For the material below, return exactly the lines starting at the one holding "position:relative; width:1497px; height:1999px;" and ending at the one holding "height:5px; margin-top:-2.5px; transform-origin:0;", counting both as part of the range.

____________

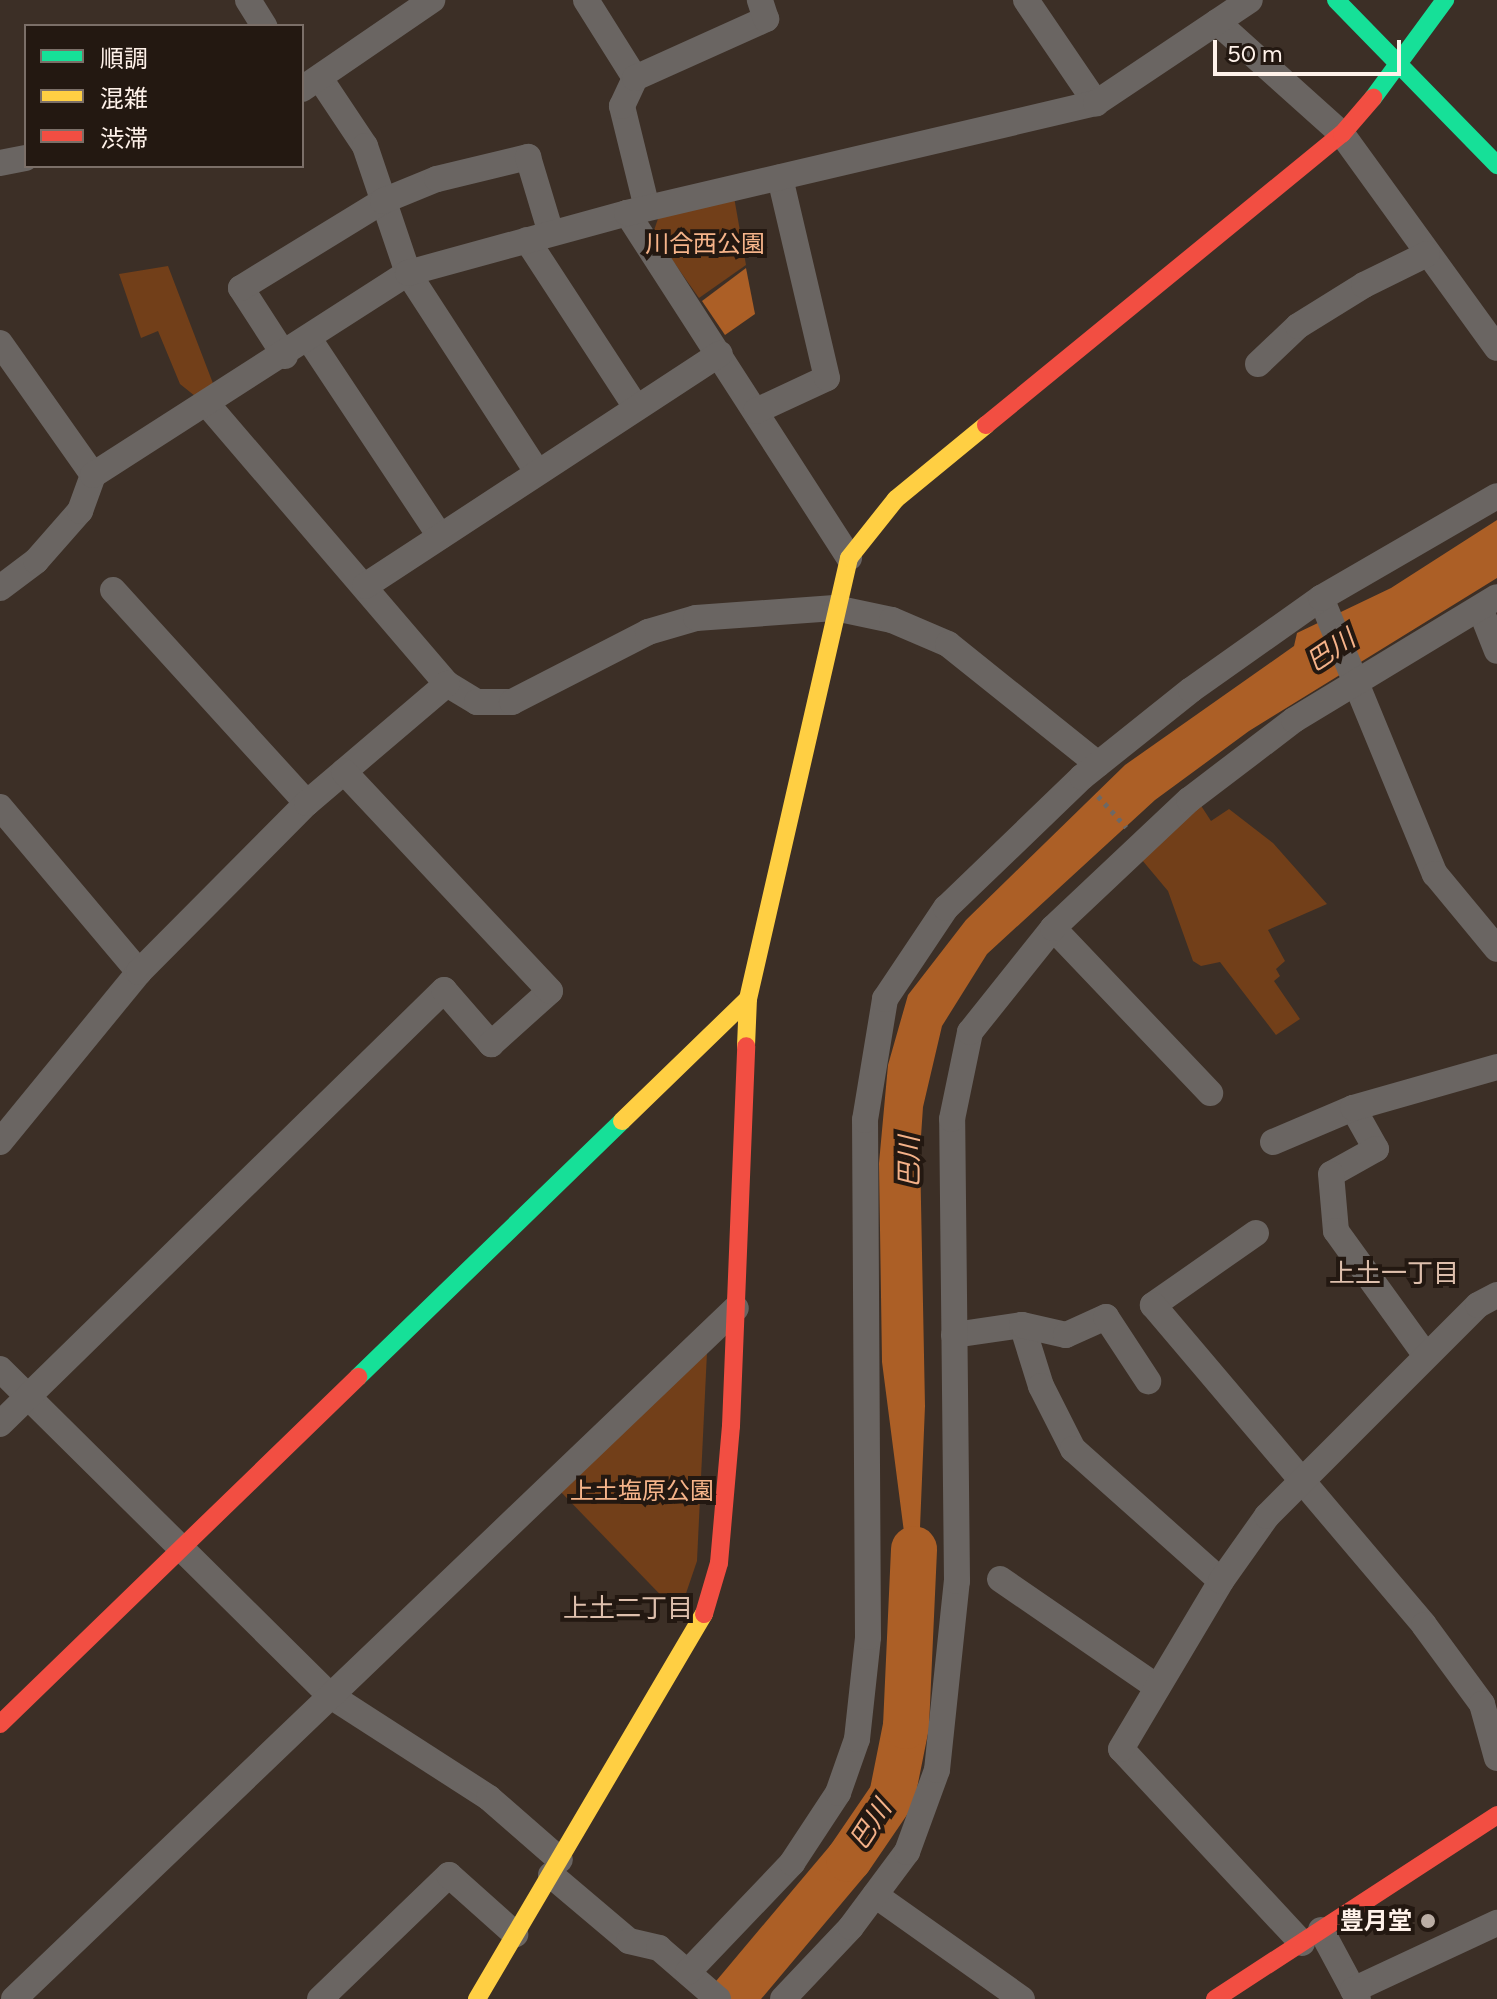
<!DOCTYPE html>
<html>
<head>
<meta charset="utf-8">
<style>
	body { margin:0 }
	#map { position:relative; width:1497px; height:1999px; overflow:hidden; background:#3c2f26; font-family:Figtree,"Noto Sans JP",sans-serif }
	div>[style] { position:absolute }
	.green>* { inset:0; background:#723f19 }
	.water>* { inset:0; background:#ac5f26 }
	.river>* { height:46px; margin:-23px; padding:0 23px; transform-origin:23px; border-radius:23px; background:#ac5f26 }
	.path>* { height:5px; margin-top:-2.5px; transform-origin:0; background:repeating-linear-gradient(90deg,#6f6863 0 4px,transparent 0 10px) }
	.street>* { height:26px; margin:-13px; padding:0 13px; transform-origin:13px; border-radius:13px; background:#6a6562 }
	.fast>* { height:18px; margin:-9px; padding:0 9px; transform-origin:9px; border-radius:9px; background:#16e098 }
	.slow>* { height:18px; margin:-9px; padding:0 9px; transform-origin:9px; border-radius:9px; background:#ffcf43 }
	.jam>* { height:18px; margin:-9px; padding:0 9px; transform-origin:9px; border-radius:9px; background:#f24e42 }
	.dots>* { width:22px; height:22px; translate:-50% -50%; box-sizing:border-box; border:4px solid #231811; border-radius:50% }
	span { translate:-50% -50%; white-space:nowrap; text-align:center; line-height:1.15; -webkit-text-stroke:8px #231811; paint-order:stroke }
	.park-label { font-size:24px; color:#f6b48a }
	.poi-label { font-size:24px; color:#fff2ea; font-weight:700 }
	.right { translate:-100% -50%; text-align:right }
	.water-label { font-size:26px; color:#f5b289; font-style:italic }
	.neighbourhood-label { font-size:26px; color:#debfac }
	.legend { position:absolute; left:24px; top:24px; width:280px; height:144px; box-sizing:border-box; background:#231811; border:2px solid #7b6f68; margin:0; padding:10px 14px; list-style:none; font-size:24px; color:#fff2ea }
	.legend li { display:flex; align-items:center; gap:16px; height:40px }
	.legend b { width:40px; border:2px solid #7b6f68 }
	.scale { position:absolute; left:1213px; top:40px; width:188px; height:36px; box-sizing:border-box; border:4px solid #fff2ea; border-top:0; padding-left:10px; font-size:24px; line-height:28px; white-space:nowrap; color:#fff2ea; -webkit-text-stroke:6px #231811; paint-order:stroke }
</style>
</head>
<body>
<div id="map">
	<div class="green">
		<i style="clip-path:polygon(734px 197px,746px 265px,699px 298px,653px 233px,659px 216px)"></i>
		<i style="clip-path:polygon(168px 266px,214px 386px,195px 396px,180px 384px,158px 331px,141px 338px,119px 274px)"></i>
		<i style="clip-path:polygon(1198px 801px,1211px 821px,1229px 809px,1273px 843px,1327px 904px,1268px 930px,1285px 961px,1276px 969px,1280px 976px,1274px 981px,1300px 1019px,1276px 1035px,1220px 962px,1201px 966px,1193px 961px,1168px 891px,1142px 860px)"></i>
		<i style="clip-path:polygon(707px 1352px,697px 1561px,679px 1614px,560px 1491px)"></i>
	</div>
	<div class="water">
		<i style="clip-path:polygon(746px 268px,755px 314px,725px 335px,702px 301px)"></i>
		<i style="clip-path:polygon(1497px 520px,1497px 578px,1249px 731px,1155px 800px,987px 954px,942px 1026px,923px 1107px,920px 1151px,925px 1406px,916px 1625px,882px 1362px,879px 1163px,888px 1065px,908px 995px,966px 920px,1125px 765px,1294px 646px,1297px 633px,1391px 588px)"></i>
	</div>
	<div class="river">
		<i style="left:731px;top:1999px;width:183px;rotate:-49.9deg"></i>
		<i style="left:849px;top:1859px;width:76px;rotate:-55.7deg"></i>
		<i style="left:892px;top:1796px;width:71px;rotate:-78.7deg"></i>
		<i style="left:906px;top:1726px;width:177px;rotate:-87.4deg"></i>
	</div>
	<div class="path">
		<i style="left:1098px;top:796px;width:42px;rotate:47.9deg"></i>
	</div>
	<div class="street">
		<i style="left:248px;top:0;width:31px;rotate:58deg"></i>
		<i style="left:586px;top:0;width:92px;rotate:57.9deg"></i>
		<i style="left:1026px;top:0;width:125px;rotate:55.8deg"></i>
		<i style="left:1217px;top:22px;width:168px;rotate:41.9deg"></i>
		<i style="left:1342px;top:134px;width:264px;rotate:54.1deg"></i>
		<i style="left:321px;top:80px;width:79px;rotate:56.3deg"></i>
		<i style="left:365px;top:146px;width:134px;rotate:71.3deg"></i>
		<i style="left:408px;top:273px;width:235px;rotate:57deg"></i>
		<i style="left:302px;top:89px;width:158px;rotate:-34.4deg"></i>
		<i style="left:0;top:163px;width:26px;rotate:-11deg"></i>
		<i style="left:647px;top:208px;width:105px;rotate:-103.8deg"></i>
		<i style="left:622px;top:106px;width:31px;rotate:-65deg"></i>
		<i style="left:635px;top:78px;width:144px;rotate:-24.2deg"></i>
		<i style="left:766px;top:19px;width:20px;rotate:-108deg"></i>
		<i style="left:627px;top:213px;width:410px;rotate:57.2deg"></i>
		<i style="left:527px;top:240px;width:199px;rotate:56.9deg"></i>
		<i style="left:309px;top:339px;width:237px;rotate:56.4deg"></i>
		<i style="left:0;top:343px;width:161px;rotate:54.8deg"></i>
		<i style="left:285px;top:356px;width:81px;rotate:-122.9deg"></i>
		<i style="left:241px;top:288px;width:167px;rotate:-31.5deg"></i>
		<i style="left:383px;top:201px;width:58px;rotate:-22.2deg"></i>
		<i style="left:437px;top:179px;width:94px;rotate:-13.6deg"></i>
		<i style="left:528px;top:157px;width:79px;rotate:73.2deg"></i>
		<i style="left:1258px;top:364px;width:55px;rotate:-43.5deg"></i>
		<i style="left:1298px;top:326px;width:78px;rotate:-31.8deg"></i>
		<i style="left:1364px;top:285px;width:70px;rotate:-26.2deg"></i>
		<i style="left:207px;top:404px;width:369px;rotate:49.4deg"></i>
		<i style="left:447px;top:684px;width:35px;rotate:31deg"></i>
		<i style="left:477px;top:702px;width:35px"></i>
		<i style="left:512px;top:702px;width:153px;rotate:-27.2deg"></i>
		<i style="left:648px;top:632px;width:50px;rotate:-16.3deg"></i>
		<i style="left:696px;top:618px;width:139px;rotate:-4.1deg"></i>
		<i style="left:835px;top:608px;width:58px;rotate:11.9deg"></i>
		<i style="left:892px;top:620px;width:61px;rotate:23.2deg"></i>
		<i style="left:948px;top:644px;width:192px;rotate:38.7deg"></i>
		<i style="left:756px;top:411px;width:78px;rotate:-24.9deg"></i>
		<i style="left:827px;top:378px;width:206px;rotate:-103.2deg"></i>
		<i style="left:365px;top:586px;width:424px;rotate:-33.2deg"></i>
		<i style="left:0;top:588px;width:45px;rotate:-36.9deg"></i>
		<i style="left:36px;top:561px;width:67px;rotate:-48.7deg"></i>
		<i style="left:80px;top:511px;width:38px;rotate:-70deg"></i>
		<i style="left:93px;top:475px;width:374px;rotate:-32.7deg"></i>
		<i style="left:408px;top:273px;width:227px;rotate:-15.3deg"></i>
		<i style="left:627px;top:213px;width:482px;rotate:-13.2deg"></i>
		<i style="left:1096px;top:103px;width:185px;rotate:-33.8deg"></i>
		<i style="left:113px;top:590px;width:288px;rotate:47.7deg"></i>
		<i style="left:1321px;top:598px;width:299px;rotate:67.6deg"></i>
		<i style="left:1435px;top:874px;width:97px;rotate:50.4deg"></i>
		<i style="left:1480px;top:608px;width:46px;rotate:68.4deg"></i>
		<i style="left:0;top:807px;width:216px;rotate:49.9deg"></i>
		<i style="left:1053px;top:928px;width:228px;rotate:46.4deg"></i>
		<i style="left:1353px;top:1108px;width:47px;rotate:60.7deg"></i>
		<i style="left:1376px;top:1149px;width:51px;rotate:150.9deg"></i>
		<i style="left:1331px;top:1174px;width:57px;rotate:85deg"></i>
		<i style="left:1336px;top:1231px;width:154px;rotate:54.2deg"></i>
		<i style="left:0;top:1142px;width:220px;rotate:-50.7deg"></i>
		<i style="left:139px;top:972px;width:238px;rotate:-45.2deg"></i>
		<i style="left:307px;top:803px;width:184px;rotate:-40.4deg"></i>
		<i style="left:1273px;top:1142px;width:87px;rotate:-23deg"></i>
		<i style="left:1353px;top:1108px;width:150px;rotate:-15.9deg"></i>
		<i style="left:1256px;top:1233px;width:126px;rotate:145deg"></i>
		<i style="left:1153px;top:1305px;width:419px;rotate:49.7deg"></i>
		<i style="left:1424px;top:1625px;width:98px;rotate:53.7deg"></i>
		<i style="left:1482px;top:1704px;width:56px;rotate:74.5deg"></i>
		<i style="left:1022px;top:1325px;width:64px;rotate:72.7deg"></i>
		<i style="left:1041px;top:1386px;width:71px;rotate:63.1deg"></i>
		<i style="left:1073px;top:1449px;width:198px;rotate:41.7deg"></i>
		<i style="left:954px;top:1335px;width:69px;rotate:-8.4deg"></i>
		<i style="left:1022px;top:1325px;width:45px;rotate:12.8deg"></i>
		<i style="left:1066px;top:1335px;width:44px;rotate:-24.2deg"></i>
		<i style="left:1106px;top:1317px;width:77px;rotate:56.7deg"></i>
		<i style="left:0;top:1369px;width:465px;rotate:44.7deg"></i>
		<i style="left:331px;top:1696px;width:188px;rotate:32.8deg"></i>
		<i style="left:489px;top:1798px;width:94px;rotate:41.1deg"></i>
		<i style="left:0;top:1424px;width:621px;rotate:-44.35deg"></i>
		<i style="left:444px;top:990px;width:72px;rotate:49deg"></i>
		<i style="left:491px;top:1044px;width:79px;rotate:-41.9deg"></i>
		<i style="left:550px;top:991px;width:301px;rotate:-133.2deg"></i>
		<i style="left:1000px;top:1579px;width:191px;rotate:34.5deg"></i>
		<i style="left:551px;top:1875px;width:102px;rotate:40.2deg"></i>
		<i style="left:629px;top:1941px;width:31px;rotate:13deg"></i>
		<i style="left:659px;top:1948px;width:78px;rotate:40.8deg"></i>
		<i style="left:875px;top:1895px;width:180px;rotate:35.3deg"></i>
		<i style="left:1321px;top:1930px;width:78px;rotate:61.8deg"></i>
		<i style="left:1302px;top:1943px;width:265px;rotate:-133deg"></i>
		<i style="left:1121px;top:1749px;width:196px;rotate:-59.2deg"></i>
		<i style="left:1221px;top:1581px;width:80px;rotate:-54.7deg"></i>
		<i style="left:1267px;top:1516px;width:298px;rotate:-45deg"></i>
		<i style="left:1478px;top:1305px;width:21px;rotate:-28deg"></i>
		<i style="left:688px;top:1972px;width:151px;rotate:-46.3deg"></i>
		<i style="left:792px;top:1863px;width:84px;rotate:-56.7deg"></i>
		<i style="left:838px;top:1793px;width:57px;rotate:-70.6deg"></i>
		<i style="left:857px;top:1739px;width:103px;rotate:-83.8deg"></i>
		<i style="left:868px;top:1637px;width:517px;rotate:-90.33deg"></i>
		<i style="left:865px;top:1120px;width:123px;rotate:-80.6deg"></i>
		<i style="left:885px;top:999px;width:110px;rotate:-56.2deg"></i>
		<i style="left:946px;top:908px;width:189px;rotate:-43.9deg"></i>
		<i style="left:1082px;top:777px;width:139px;rotate:-38.6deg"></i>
		<i style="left:1191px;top:690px;width:159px;rotate:-35.3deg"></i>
		<i style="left:1321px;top:598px;width:203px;rotate:-30.1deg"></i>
		<i style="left:1353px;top:1990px;width:159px;rotate:-25deg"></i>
		<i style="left:14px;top:1999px;width:999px;rotate:-43.74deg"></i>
		<i style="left:320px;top:1999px;width:179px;rotate:-43.9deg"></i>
		<i style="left:449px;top:1875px;width:89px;rotate:41.8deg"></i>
		<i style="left:783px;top:1999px;width:99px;rotate:-46.6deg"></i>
		<i style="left:851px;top:1927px;width:94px;rotate:-53.3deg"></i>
		<i style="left:907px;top:1852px;width:87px;rotate:-69.9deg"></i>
		<i style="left:937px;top:1770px;width:190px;rotate:-84deg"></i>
		<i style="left:957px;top:1581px;width:462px;rotate:-90.6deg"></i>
		<i style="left:952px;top:1119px;width:89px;rotate:-78.3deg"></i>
		<i style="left:970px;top:1032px;width:133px;rotate:-51.4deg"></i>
		<i style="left:1053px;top:928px;width:187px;rotate:-43.3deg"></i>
		<i style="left:1189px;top:800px;width:132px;rotate:-37.3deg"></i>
		<i style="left:1294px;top:720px;width:237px;rotate:-31.2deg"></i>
	</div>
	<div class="fast">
		<i style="left:1336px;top:0;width:231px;rotate:45.7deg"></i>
		<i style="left:1373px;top:98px;width:122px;rotate:-53.7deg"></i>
		<i style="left:358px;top:1377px;width:368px;rotate:-44.1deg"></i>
	</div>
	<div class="slow">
		<i style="left:746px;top:1046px;width:47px;rotate:-87.6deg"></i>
		<i style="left:748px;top:999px;width:452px;rotate:-77.1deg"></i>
		<i style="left:849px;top:558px;width:75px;rotate:-51.5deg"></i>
		<i style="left:896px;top:499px;width:117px;rotate:-39.4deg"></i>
		<i style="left:622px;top:1121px;width:175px;rotate:-44.1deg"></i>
		<i style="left:477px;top:1999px;width:447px;rotate:-59.5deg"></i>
	</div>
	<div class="jam">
		<i style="left:986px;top:425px;width:460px;rotate:-39.3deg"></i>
		<i style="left:1342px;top:134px;width:48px;rotate:-49.3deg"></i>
		<i style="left:704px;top:1614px;width:53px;rotate:-73.6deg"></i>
		<i style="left:719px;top:1563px;width:138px;rotate:-85deg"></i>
		<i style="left:731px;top:1426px;width:380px;rotate:-87.7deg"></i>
		<i style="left:0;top:1724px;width:499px;rotate:-44.1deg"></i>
		<i style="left:1215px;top:1999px;width:337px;rotate:-33.1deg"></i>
	</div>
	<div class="dots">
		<i style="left:1428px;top:1921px;background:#bbaea5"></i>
	</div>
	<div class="park-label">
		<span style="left:705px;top:244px">川合西公園</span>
		<span style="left:642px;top:1491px">上土塩原公園</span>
	</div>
	<div class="poi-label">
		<span class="right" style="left:1412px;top:1921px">豊月堂</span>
	</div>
	<div class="water-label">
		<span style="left:1331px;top:651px;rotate:-34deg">巴川</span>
		<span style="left:910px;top:1162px;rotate:-90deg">巴川</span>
		<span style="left:871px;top:1825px;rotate:-57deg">巴川</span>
	</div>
	<div class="neighbourhood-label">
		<span style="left:1394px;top:1274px">上土一丁目</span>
		<span style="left:628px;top:1609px">上土二丁目</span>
	</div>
	<ul class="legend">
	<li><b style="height:10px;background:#16e098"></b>順調</li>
	<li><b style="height:10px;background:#ffcf43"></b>混雑</li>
	<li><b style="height:10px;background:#f24e42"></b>渋滞</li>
	</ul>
	<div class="scale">50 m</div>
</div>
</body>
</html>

____________

### ANSWER TO THIS EXERCISE:
	#map { position:relative; width:1497px; height:1999px; overflow:hidden; background:#3c2f26; font-family:Figtree,"Noto Sans JP",sans-serif }
	div>[style] { position:absolute }
	.green>* { inset:0; background:#723f19 }
	.water>* { inset:0; background:#ac5f26 }
	.river>* { height:46px; margin:-23px; padding:0 23px; transform-origin:23px; border-radius:23px; background:#ac5f26 }
	.path>* { height:5px; margin-top:-2.5px; transform-origin:0; background:repeating-linear-gradient(90deg,#6f6863 0 4px,transparent 0 10px) }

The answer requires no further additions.